Back in 1969, John wrote a song you might have heard of called ‘Come Together’. Since the song held more than a passing similarity to the Chuck Berry tune ‘You Can’t Catch Me’, John was sued by the song’s rights owner Morris Levy and as a compromise, agreed to record a cover album of songs from Levy’s library to subvert a court case. While the sessions were marred in debauchery and producer Phil Spector’s violent and bizarre behaviour, the finished product is an excelled slice of nostalgia, with razor sharp, energetic recordings that harken back to John’s days in Hamburg (fitting of the cover). While everyone knows ‘Stand By Me’, other gems like the proto punk ‘Rip It Up/Ready Teddy?’ and a cover of the very song that got him into this mess help make this more than a throwaway covers record

Best: Stand by Me
Worst: Do You Wanna Dance?

4John Lennon

While the title track has become both a universal pean for peace and an overused tone deaf cliche, there’s no doubting ‘Imagine’s eternal longevity. Significantly smoother and poppier than his soul bearing debut, ‘Imagine’ sees John in full pop mode, churning out classics like ‘Jealous Guy’, the piercing ‘Gimme Some Truth’ and the lovely ‘Oh My Love’. Elsewhere he gets snidey on the countrified ‘Crippled Inside’ and savage on the brutal and cruel ‘How Do You Sleep?’. While it dips into saccharine fluff in places (*cough ‘How?’ cough ‘Jealous Guy cough*), this is a pretty brilliant set of rock and pop tunes that will likely still be played 50 years from now.

Best: Crippled Inside
Worst: How?

3John Lennon
Double Fantasy

It’s kind of heartbreaking listening to ‘Double Fantasy’ in retrospect. Long a man of bitterness and pain, to hear John finally happy for once in his life, only for that to be snubbed out just under a month later has to be a pretty sick case of irony. Regardless, John’s final album is a wonderful album, with incredibly strong compositions from both him and Yoko about their happy domestic life. From the classic ‘(Just Like) Starting Over’ and ‘Woman’, to spiky art rock tunes like ‘Kiss Kiss Kiss’ and ‘I’m Moving On’, to unabashedly silly pop a la ‘Dear Yoko’ and ‘Yes, I’m Your Angel’, ‘Double Fantasy’ sees both artists firing on all cylinders. Really, that just makes the whole thing even sadder in retrospect.

Best: Woman
Worst: Give Me Something

2John Lennon
Mind Games

Unjustly underrated, ‘Mind Games’ is a brilliant collection of tunes that has no right being received as badly as it was. Taped at the beginning of his infamous ‘Lost Weekend’, ‘Mind Games’ finds John struggling to adjust to his separation and his fall from public and critical favour. Tender and heartbreaking ballads like ‘Out the Blue’ and ‘Aisumasen (I’m Sorry)’ see John at his most earnest since his debut, while more upbeat tracks like the gospel tinged ‘Bring on the Lucie (Freda Peeple)’ and the rockabilly inspired ‘Tight A$’ show Lennon wasn’t all doom and gloom. A touching, subtle and charming collection of tunes that really deserves way more love than it gets. Oh and the title track kicks ass.

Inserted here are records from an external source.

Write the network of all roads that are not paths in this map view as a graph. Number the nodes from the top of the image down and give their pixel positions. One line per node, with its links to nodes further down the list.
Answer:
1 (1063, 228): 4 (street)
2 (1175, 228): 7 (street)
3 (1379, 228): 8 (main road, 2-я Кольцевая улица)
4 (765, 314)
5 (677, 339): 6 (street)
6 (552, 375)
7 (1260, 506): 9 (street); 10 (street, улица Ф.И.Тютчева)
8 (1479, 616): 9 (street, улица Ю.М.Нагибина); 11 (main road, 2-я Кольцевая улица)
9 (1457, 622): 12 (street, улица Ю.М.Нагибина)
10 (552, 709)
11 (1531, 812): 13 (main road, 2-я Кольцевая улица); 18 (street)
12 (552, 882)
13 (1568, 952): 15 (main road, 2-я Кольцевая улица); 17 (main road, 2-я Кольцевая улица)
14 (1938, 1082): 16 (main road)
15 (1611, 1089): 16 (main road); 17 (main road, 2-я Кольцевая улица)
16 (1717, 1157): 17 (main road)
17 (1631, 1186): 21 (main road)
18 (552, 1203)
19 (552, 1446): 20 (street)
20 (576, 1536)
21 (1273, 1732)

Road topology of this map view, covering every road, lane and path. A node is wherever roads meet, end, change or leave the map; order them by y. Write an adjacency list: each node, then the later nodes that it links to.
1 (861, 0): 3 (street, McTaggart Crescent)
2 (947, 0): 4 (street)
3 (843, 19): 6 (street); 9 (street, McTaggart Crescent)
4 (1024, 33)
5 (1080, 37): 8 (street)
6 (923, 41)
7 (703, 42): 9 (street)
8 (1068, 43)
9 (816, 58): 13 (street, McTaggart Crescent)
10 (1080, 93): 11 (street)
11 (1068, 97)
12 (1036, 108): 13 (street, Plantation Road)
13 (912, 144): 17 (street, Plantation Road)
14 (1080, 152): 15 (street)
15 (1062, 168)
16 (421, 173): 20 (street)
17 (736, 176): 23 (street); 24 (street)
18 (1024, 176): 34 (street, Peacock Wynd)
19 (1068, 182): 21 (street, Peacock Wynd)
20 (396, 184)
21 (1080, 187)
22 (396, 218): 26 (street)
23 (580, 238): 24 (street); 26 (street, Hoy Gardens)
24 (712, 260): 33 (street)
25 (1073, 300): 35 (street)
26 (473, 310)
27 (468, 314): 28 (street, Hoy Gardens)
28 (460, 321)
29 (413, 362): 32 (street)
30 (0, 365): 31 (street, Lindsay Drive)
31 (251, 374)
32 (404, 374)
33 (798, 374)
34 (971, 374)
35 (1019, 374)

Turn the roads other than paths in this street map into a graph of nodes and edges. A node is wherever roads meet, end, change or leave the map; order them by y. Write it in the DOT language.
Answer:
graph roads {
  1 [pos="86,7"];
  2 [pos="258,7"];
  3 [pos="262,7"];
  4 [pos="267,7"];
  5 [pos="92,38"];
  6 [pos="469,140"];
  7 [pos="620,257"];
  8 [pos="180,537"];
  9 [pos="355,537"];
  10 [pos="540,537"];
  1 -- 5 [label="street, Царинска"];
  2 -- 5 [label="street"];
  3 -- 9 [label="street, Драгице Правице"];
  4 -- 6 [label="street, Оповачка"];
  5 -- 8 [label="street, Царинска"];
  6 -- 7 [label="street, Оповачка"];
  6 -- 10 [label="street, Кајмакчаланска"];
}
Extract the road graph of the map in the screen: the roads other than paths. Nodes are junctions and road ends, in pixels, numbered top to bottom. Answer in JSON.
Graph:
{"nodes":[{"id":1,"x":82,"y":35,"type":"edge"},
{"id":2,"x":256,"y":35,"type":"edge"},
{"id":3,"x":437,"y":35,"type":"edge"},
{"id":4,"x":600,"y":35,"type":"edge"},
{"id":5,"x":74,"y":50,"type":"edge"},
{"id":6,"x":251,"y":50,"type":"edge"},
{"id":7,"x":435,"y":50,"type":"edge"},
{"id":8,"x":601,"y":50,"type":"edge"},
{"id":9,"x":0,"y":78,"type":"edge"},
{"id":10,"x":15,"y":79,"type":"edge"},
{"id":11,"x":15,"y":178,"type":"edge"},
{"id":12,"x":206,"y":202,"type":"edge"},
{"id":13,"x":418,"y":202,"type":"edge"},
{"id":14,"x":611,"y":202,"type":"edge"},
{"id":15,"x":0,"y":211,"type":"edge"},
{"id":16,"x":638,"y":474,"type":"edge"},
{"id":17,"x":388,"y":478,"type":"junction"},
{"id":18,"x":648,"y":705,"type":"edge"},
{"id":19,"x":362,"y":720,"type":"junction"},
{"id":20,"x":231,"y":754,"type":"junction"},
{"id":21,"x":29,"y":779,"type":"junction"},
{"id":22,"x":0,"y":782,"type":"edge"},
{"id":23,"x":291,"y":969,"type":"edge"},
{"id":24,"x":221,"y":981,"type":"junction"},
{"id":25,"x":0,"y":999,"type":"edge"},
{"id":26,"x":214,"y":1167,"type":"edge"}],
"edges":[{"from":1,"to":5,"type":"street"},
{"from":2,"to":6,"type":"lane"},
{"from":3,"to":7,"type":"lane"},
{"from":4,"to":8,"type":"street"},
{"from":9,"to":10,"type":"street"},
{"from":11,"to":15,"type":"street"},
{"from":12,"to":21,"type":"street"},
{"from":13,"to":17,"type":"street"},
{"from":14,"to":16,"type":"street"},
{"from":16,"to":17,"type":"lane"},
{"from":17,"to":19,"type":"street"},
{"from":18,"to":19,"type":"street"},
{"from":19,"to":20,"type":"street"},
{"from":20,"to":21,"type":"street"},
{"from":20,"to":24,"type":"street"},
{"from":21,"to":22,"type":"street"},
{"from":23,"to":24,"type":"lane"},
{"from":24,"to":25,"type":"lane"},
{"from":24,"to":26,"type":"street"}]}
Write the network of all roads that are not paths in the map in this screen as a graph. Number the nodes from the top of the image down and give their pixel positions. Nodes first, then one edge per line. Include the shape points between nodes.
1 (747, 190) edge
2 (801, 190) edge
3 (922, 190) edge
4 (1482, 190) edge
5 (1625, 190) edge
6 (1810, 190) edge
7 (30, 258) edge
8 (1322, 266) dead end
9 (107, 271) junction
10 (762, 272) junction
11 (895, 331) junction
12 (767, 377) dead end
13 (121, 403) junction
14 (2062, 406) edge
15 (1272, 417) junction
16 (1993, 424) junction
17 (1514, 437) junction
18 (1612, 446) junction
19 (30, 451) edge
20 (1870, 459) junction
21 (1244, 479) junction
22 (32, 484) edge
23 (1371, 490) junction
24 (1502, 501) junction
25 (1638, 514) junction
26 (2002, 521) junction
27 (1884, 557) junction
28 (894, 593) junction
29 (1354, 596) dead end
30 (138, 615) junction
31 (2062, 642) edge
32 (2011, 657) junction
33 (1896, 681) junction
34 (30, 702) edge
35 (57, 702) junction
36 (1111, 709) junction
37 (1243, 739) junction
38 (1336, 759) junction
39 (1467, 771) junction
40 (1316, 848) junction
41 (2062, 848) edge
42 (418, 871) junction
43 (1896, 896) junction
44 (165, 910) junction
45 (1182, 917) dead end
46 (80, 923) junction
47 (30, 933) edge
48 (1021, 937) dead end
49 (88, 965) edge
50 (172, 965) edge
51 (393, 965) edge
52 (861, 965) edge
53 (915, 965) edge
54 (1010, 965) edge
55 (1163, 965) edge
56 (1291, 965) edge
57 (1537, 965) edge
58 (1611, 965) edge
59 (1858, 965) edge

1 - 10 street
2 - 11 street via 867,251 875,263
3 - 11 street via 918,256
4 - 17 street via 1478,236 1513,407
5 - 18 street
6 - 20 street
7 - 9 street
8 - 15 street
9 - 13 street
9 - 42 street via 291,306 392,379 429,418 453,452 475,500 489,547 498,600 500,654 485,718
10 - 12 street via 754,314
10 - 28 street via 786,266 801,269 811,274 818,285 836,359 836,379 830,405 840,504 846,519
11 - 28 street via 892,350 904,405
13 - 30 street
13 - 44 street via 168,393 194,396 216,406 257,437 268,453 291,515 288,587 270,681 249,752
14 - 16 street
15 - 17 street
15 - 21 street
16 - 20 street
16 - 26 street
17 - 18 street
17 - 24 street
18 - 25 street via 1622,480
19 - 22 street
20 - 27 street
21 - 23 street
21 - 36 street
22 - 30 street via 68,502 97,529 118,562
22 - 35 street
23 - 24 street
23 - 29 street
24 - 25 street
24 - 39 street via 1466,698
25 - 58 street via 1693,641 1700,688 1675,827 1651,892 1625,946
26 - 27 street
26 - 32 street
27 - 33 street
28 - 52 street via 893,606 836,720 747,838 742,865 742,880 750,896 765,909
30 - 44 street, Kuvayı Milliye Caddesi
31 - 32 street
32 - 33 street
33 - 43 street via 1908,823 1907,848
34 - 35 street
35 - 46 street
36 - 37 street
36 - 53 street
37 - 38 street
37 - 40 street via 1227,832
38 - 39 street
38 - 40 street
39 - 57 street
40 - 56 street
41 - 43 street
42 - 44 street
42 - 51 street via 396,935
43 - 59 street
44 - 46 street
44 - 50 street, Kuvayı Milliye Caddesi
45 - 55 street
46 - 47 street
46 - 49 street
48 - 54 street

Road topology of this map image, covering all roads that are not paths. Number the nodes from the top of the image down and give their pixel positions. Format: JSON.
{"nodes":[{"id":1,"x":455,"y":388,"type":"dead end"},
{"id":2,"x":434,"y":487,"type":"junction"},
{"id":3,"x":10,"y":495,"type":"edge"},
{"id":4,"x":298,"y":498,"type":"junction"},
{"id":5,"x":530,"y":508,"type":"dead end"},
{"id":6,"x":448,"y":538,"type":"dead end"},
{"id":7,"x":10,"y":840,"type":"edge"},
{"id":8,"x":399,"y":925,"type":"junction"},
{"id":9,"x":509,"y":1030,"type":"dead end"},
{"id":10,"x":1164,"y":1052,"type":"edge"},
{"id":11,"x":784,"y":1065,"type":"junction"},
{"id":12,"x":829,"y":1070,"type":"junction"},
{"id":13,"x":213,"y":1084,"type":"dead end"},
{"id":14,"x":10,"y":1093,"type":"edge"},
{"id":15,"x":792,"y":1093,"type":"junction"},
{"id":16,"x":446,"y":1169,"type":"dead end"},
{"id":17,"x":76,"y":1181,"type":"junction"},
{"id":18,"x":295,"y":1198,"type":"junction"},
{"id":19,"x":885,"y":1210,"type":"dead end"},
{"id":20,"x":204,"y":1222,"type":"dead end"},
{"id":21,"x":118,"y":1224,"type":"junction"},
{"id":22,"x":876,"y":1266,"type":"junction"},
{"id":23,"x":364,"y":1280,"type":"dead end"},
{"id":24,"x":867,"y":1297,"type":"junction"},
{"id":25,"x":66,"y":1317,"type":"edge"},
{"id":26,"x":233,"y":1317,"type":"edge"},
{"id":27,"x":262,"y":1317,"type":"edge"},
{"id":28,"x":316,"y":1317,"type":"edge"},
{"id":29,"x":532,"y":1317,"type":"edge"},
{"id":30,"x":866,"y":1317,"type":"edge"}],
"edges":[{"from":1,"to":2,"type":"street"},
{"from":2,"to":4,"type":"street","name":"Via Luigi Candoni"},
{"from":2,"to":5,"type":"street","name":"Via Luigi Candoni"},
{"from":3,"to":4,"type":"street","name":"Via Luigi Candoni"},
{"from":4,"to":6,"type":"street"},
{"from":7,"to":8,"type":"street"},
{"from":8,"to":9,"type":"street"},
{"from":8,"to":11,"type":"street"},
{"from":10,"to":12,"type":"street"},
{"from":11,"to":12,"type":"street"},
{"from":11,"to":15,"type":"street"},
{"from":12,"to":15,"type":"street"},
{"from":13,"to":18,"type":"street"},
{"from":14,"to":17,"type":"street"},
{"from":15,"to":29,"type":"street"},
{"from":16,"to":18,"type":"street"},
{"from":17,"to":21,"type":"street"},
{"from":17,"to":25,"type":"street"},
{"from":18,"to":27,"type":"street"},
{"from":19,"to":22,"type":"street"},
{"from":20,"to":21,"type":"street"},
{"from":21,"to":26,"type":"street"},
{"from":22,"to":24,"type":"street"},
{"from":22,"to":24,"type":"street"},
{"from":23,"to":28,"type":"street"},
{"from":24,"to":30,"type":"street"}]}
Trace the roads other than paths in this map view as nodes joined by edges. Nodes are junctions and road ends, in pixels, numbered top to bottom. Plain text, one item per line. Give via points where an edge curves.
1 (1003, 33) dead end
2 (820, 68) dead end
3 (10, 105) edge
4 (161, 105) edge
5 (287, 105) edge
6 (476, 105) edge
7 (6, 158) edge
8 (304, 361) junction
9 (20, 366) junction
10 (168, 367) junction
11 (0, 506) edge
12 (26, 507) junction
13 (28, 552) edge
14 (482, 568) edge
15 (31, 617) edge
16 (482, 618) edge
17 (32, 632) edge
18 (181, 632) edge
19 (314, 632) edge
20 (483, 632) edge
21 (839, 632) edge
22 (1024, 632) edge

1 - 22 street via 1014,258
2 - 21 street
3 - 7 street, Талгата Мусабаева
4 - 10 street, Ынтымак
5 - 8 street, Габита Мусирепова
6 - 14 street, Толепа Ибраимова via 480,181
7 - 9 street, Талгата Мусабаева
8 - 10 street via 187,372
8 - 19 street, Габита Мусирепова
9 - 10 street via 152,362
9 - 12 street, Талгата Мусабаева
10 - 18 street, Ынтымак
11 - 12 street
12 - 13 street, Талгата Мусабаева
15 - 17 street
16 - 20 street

Best: Bring on the Lucie (Freda Peeple)
Worst: Only People

1John Lennon
John Lennon/Plastic Ono Band

While fairly common knowledge now, back in the day, no one really knew how troubled John was. Precisely why his debut album ‘Plastic Ono Band’ is one of the most brutal, dejected and pained albums ever recorded. From the rough as nails production (by Phil Spector of all people!) and performances, to the painfully personal song writing, ‘Plastic Ono Band’ is nothing short of a masterpiece. From the throat shredding opening ‘Mother’ to the reassuring ‘Hold On’, the furious blues of ‘I Found Out’, the bitter ‘Working Class Hero’, the beautifully simple ‘Love’ to the grand and climatic ‘God’, John tears apart his idols, friends, lifestyle choices and even his old band. He is no longer Beatle John, one of the most famous men on earth. He is just John. And that’s reality. The dream is over. Bravo, you specky scouse bastard.